Just a glancing post to say that E (and T) made the summit of Snowdon yesterday via Knife Edge (250 meters of toe-hold rock scramble across ridges, sheer drops either side!), in heavy fog, and then all the way back down…

Inordinately proud of him (them). And for taking so much so lightly: only a coupla hypos (he wrote) and a little high, but meh.

When asked what it was like, to us he wrote: Knife Edge was terrifying, but quite easy.

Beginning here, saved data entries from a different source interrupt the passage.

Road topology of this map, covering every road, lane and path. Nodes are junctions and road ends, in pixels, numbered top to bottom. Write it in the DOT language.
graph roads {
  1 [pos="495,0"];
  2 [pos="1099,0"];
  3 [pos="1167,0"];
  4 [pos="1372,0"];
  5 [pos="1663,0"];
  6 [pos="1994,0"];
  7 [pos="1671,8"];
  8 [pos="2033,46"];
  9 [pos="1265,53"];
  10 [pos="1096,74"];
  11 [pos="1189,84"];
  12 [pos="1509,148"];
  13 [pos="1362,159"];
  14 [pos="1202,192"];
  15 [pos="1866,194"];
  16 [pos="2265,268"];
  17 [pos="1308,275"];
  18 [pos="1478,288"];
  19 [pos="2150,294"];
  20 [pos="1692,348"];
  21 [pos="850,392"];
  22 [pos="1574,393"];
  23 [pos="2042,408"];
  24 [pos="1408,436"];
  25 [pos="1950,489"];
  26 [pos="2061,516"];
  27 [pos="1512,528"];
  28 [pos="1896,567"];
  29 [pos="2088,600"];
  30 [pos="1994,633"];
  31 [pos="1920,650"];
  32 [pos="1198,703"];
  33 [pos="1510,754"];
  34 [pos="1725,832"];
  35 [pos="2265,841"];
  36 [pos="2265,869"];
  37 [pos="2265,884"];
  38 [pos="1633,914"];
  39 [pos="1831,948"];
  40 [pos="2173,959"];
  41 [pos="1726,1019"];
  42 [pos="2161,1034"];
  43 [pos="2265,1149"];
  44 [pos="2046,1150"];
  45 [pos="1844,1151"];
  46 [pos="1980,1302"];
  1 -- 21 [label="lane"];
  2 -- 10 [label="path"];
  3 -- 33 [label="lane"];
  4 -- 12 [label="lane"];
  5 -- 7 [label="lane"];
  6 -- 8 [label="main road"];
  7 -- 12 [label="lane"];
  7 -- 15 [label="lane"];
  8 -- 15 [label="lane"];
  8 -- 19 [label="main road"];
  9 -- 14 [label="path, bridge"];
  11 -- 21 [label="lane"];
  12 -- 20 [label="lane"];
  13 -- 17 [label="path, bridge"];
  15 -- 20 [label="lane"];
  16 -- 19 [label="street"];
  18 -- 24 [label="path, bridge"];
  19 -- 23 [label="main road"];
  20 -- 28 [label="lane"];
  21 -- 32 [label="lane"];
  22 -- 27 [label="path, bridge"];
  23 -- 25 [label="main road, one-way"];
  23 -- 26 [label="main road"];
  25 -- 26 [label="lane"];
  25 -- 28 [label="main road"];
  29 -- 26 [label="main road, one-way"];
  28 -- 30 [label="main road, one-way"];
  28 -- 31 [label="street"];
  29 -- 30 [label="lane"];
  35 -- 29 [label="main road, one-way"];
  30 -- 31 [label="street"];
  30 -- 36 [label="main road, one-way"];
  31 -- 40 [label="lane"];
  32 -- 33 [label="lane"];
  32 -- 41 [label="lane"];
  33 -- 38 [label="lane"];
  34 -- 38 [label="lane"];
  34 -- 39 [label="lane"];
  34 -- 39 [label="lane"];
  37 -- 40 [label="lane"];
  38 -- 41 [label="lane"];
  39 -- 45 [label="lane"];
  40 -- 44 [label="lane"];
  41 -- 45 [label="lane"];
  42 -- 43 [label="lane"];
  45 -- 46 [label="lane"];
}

To his sister: You could only see 10 meters all around. It was like walking on clouds.

***

Sigh. A good night for him last night — no panics — and for us too: last minute, our special friend Nancy took us out for a meal. Daughter M stayed up chatting over her British cheese board in style, and we enjoyed confit duck with lentils and pear!

Feel completely lifted today. He’s done it. He can do it. And so can we all, sister M included.

Setting sail

In November 2008 my 12 year old son was diagnosed with type 1 diabetes. The effect of this event on me -- and on our nuclear family -- was like being thrown overboard and watching the ship leave.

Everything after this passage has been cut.